Problem statement »
Work through the entries below line by line and give the number of lines with the string "Beka", nothing else.

Items listed in a dataset
^^^^^^^^^^^^^^^^

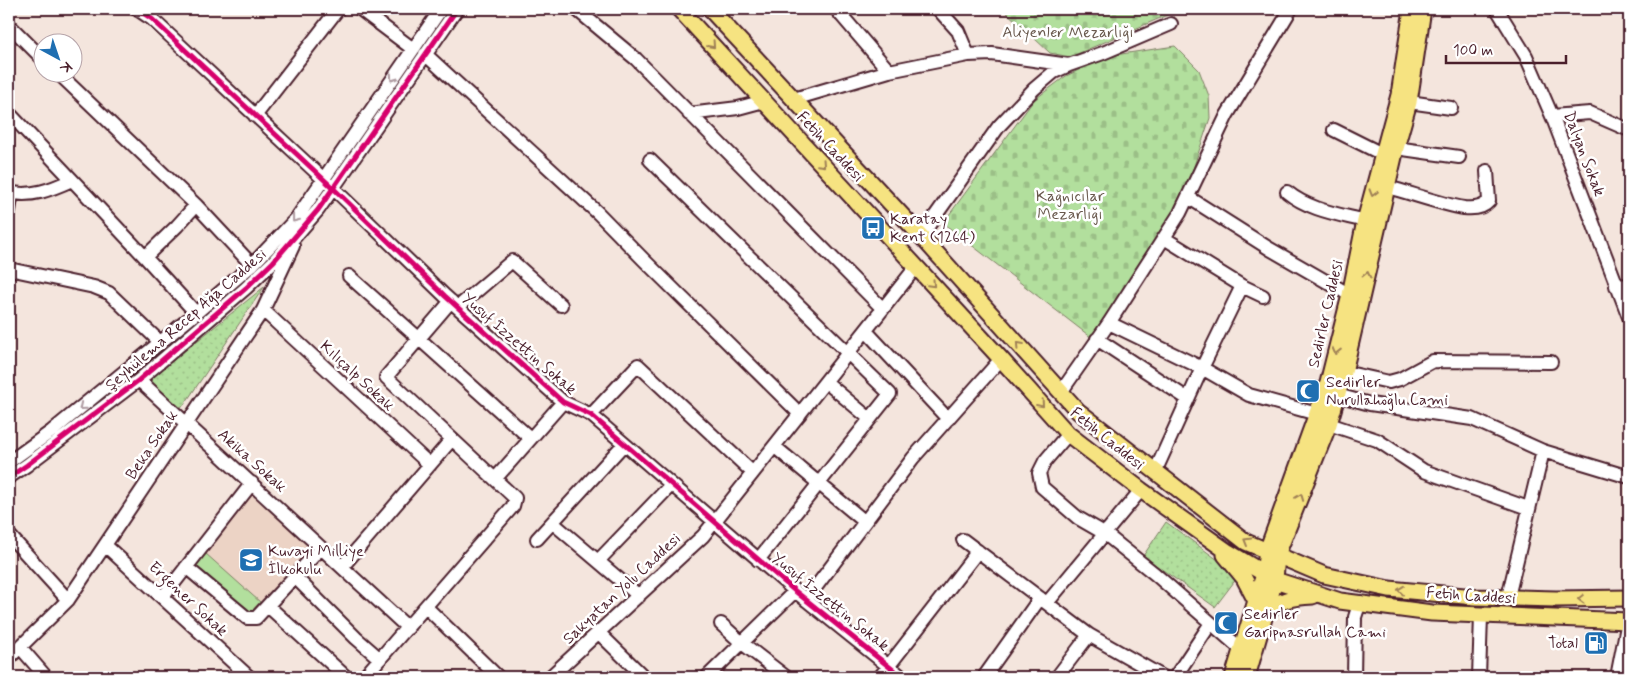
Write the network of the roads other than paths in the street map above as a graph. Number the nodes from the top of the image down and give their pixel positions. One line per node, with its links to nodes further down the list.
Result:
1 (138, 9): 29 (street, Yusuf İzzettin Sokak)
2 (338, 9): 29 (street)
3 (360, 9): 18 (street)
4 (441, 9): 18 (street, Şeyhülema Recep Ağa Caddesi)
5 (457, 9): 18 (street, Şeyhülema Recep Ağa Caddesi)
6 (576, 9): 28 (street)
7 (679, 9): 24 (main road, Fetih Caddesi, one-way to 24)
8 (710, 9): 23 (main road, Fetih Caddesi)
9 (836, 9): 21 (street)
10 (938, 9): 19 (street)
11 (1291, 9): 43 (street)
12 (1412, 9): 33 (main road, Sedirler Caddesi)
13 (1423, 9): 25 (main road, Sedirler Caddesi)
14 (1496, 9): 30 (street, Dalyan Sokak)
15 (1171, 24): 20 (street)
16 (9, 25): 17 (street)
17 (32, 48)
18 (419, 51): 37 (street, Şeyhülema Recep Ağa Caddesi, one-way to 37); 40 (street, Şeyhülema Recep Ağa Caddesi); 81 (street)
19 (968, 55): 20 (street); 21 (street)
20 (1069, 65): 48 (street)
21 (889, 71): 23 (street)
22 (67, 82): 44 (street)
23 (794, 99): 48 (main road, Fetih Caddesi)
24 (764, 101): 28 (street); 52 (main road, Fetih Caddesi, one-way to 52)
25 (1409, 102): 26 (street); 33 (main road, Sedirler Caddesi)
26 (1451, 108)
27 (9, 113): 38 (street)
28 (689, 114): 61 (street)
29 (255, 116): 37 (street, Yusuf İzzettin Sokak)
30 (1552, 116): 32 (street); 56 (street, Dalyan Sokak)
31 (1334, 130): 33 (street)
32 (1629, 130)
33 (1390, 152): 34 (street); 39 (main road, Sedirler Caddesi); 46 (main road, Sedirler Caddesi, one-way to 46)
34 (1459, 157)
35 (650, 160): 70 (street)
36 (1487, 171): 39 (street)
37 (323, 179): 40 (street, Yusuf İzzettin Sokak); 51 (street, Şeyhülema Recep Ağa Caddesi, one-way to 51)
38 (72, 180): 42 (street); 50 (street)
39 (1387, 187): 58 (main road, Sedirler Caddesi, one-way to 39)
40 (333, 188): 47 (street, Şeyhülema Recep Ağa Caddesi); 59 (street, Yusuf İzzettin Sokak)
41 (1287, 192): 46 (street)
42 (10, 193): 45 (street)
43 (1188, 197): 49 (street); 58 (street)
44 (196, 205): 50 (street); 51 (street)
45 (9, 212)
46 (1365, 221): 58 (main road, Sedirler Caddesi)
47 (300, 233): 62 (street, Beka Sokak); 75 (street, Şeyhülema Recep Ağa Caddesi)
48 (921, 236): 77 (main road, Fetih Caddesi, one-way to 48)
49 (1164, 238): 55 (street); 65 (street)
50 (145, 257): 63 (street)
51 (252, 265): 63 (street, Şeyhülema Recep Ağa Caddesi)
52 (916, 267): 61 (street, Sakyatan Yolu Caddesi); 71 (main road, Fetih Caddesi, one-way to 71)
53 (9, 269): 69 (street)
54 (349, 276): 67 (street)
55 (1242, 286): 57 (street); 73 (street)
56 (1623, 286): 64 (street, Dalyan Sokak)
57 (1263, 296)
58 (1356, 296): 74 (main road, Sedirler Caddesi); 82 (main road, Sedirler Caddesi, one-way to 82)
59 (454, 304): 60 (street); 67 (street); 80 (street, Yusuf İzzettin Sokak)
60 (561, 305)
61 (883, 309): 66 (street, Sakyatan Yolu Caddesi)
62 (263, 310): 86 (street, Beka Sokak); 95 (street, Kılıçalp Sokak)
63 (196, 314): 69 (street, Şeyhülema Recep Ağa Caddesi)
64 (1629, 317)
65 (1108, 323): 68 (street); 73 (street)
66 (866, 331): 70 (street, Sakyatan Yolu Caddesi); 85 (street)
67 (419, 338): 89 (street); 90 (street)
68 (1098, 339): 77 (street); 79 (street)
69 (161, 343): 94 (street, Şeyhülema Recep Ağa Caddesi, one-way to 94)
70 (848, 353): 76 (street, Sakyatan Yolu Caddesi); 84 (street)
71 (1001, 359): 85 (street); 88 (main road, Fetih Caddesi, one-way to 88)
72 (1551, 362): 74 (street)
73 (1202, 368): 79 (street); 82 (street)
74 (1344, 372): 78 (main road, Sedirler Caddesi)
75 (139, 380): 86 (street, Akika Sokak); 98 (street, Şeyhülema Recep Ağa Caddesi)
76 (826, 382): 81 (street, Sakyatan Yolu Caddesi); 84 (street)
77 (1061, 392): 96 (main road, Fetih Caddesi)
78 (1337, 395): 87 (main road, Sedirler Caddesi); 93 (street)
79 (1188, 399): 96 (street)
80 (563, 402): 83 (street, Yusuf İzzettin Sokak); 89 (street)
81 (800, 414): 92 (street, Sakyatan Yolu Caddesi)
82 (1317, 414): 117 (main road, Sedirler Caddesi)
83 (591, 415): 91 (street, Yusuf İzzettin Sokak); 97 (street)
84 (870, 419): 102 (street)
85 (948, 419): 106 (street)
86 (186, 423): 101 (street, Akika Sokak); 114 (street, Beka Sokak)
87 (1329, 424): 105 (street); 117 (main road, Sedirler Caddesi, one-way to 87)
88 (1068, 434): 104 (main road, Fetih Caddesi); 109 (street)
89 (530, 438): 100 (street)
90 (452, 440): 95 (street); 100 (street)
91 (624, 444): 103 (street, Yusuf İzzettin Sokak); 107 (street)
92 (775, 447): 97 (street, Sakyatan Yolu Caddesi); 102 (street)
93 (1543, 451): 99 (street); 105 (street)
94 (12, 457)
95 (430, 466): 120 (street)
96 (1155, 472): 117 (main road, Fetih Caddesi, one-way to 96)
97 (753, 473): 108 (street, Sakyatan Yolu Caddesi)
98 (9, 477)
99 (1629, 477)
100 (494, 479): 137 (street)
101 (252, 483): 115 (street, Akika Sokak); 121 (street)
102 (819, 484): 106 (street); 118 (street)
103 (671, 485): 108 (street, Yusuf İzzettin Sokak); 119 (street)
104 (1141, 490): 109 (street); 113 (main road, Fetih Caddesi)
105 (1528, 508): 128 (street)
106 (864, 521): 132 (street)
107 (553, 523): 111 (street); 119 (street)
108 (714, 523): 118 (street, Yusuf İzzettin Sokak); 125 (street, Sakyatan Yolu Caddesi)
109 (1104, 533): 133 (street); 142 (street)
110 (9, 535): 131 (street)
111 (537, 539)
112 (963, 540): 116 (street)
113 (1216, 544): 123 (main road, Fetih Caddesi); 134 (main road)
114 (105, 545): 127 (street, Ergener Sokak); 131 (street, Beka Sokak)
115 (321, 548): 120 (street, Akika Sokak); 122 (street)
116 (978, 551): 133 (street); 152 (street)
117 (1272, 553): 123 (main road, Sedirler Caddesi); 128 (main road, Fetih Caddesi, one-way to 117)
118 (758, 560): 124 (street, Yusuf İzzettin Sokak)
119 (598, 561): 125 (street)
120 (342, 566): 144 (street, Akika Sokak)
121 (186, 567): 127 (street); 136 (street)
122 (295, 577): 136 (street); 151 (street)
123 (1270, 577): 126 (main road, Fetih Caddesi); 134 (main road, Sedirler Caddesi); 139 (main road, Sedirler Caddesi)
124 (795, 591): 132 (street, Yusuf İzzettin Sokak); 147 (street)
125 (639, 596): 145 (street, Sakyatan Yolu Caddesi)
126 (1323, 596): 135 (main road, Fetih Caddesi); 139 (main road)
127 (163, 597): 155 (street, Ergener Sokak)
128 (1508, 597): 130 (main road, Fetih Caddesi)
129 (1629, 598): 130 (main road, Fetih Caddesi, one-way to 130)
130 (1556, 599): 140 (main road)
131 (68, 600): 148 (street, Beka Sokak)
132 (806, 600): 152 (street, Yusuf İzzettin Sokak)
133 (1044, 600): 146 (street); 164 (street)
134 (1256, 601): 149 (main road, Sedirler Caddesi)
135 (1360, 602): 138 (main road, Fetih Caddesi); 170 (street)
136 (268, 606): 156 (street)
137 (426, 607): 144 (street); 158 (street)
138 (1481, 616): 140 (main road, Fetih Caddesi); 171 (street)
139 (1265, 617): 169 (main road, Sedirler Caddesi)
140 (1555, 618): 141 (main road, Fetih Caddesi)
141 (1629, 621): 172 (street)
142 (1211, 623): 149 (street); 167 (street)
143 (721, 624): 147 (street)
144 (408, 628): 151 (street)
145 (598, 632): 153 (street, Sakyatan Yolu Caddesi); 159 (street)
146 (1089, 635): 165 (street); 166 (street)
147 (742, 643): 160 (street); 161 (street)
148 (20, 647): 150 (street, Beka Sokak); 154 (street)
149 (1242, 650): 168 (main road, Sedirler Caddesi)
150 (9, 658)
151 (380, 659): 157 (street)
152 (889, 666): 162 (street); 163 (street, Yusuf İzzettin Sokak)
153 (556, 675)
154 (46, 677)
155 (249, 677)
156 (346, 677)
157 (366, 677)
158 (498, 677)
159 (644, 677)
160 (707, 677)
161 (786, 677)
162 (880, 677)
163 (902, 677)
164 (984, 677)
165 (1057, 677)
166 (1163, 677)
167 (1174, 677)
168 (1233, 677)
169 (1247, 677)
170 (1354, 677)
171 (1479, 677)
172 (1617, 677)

^^^^^^^^^^^^^^^^

Output for this task »
6